|This bust of Poe overlooked the proceedings.|
It was a sellout crowd, although I saw a number of empty seats (it seems some folks couldn't make it). It opened with a cello solo, which played hauntingly through the space. Then four actors took the stage, including my friend John Spitzer (who some in the DC cabaret/variety scene will know as Professor Sprocket), and tribute stalwarts Mark Redfield and Tony Tsendeas. (There was a lady on stage but I never caught her name, embarrassingly enough.) They did a marvelous four-way tribute to both Baltimore and Poe, one of those great examples of verbal choreography as they bounce from one person to the next with rarely a noticeable misstep. Lots of quotes from Poe's stories and poems flew out, expertly done.

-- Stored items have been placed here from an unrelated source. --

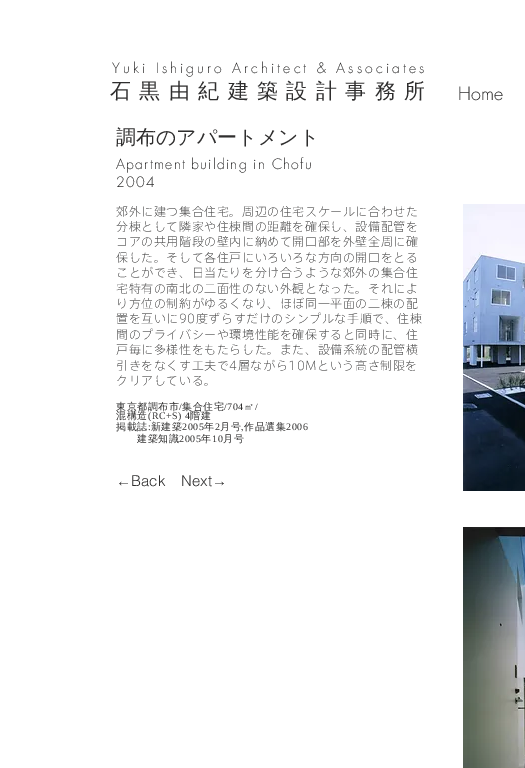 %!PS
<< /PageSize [525 768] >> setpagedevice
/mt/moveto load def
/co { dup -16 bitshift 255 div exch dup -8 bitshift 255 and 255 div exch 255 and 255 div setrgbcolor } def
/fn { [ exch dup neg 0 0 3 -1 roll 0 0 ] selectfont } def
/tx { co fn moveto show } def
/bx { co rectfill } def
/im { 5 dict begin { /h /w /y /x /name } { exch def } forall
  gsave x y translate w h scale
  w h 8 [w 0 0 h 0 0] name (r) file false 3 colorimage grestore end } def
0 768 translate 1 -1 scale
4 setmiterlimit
0 0 525 768 16#FFFFFF bx
(media/1.raw) 463 204 62 287 im
(media/2.raw) 463 527 62 241 im
/futura-Light 14 fn
16#2F2E2E co
112 73 mt 3.1 0 (Yuki Ishiguro Architect & Associates) ashow
/WenQuanYiZenHei-Medium 21 fn
110 98 mt 8.4 0 (石黒由紀建築設計事務所) ashow
(Home) 458 100 /futura-Light 18 16#2F2E2E tx
(調布のアパートメント) 116 144 /WenQuanYiZenHei-Medium 20 16#2F2E2E tx
/futura-Light 14 fn
116 169 mt 1.25 0 (Apartment building in Chofu) ashow
116 187 mt 1.25 0 (2004) ashow
/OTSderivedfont-ExtraLight 12 fn
116 216 mt .6 0 (郊外に建つ集合住宅。周辺の住宅スケールに合わせた) ashow
116 231 mt .6 0 (分棟として隣家や住棟間の距離を確保し、設備配管を) ashow
116 246 mt .6 0 (コアの共用階段の壁内に納めて開口部を外壁全周に確) ashow
116 262 mt .6 0 (保した。そして各住戸にいろいろな方向の開口をとる) ashow
116 277 mt .6 0 (ことができ、日当たりを分け合うような郊外の集合住) ashow
116 293 mt .6 0 (宅特有の南北の二面性のない外観となった。それによ) ashow
116 308 mt .6 0 (り方位の制約がゆるくなり、ほぼ同一平面の二棟の配) ashow
116 323 mt .6 0 (置を互いに90度ずらすだけのシンプルな手順で、住棟) ashow
116 339 mt .6 0 (間のプライバシーや環境性能を確保すると同時に、住) ashow
116 354 mt .6 0 (戸毎に多様性をもたらした。また、設備系統の配管横) ashow
116 370 mt .6 0 (引きをなくす工夫で4層ながら10Mという高さ制限を) ashow
116 385 mt .6 0 (クリアしている。) ashow
/WenQuanYiZenHei-Medium 10 fn
116 410 mt .5 0 (東京都調布市 集合住宅) ashow
/LiberationSerif-Regular 10 fn
179 410 mt .5 0 (/) ashow
224 410 mt .5 0 (/704) ashow
/WenQuanYiZenHei-Medium 10 fn
244 410 mt .5 0 (㎡) ashow
/LiberationSerif-Regular 10 fn
255 410 mt .5 0 (/) ashow
/WenQuanYiZenHei-Medium 10 fn
116 419 mt .5 0 (混構造) ashow
/LiberationSerif-Regular 10 fn
148 419 mt .5 0 (\(RC+S\) 4) ashow
/WenQuanYiZenHei-Medium 10 fn
190 419 mt .5 0 (階建) ashow
116 430 mt .5 0 (掲載誌 新建築) ashow
/LiberationSerif-Regular 10 fn
182 430 mt .5 0 (2005) ashow
/WenQuanYiZenHei-Medium 10 fn
204 430 mt .5 0 (年) ashow
/LiberationSerif-Regular 10 fn
215 430 mt .5 0 (2) ashow
/WenQuanYiZenHei-Medium 10 fn
220 430 mt .5 0 (月号) ashow
244 430 mt .5 0 (作品選集) ashow
/LiberationSerif-Regular 10 fn
286 430 mt .5 0 (2006) ashow
148 430 mt .5 0 (:) ashow
241 430 mt .5 0 (,) ashow
/WenQuanYiZenHei-Medium 10 fn
137 442 mt .5 0 (建築知識) ashow
/LiberationSerif-Regular 10 fn
179 442 mt .5 0 (2005) ashow
/WenQuanYiZenHei-Medium 10 fn
201 442 mt .5 0 (年) ashow
/LiberationSerif-Regular 10 fn
212 442 mt .5 0 (10) ashow
/WenQuanYiZenHei-Medium 10 fn
223 442 mt .5 0 (月号) ashow
(←) 116 486 /LiberationSans-Regular 15 16#2F2E2E tx
(Back) 131 486 /helvetica-Light 15 16#2F2E2E tx
(Next) 181 486 /helvetica-Light 15 16#2F2E2E tx
(→) 212 486 /LiberationSans-Regular 15 16#2F2E2E tx
showpage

There was a brief intermission, where I had a chance to chat with friends in the audience (Hi, Mike and Nora!), Then the Baltimore Men's Chorus assembled on stage, but there were some tense moments as the star of the second half, John Astin, was taking his time getting ready so there was quite a bit of stalling going on, including a number from the chorus that sounded rather out of the place but may have been an impromptu. But eventually Astin took the stage.
John Astin is quite a dear. He's devoted to Poe and studies his works, and has his own interpretations. He gave his own presentation. Sadly, it covered some of the poetry that was recited in the first half, making the show seem a bit repetitive. However, Astin also discussed George Bernard Shaw's defense of Poe; to Shaw, Poe was like Hogarth, someone you simply didn't question or criticize. One quote from Shaw that I managed to scribble into my notebook was that Poe was "never a mere virtuoso." Once he got past some of the repetitive stuff, Astin was fun and chatty, like an entertaining talk-show guest. The chorus did a rendition of "The Bells" that was well-done.
Poe museum director Jeff Jerome took the podium then; it was a stroke of luck we were having a celebration at all, as it turns out. (Last year they had been frank about how it might be the last...) A consulting firm had been hired to explore possibilities of making the museum self-sustaining, as if any museum is self-sustaining. I have to admit that going to the Poe House was scary for a long time, largely because it was in a bad neighborhood, but now it seems the area is being renewed, so it'll be more desirable for tourists. Still, they're waiting on the report, which is overdue, but it does look dire. Jerome ended his chat with a note of sadness and finality; I had a distinct impression he would be going into another line of work before long. (I caught remarks later that people would move heaven and earth to do another celebration, although one observed that this is likely the last with Jerome.)
It was unsettling, to be sure. I went to grab a late bite with Mike and Nora and some friends of theirs at a lovely place, Alewife, that was only a couple blocks away, but the sadness of the situation lingered with me on my long drive home. I'm going to write another letter to the mayor of Baltimore, and hope my readers do as well. And I hope some folks throw some fundraisers or make donations. The Poe House is part of our country's cultural heritage, and the Poe tributes celebrate American letters. It would be a damned shame to see them vanish.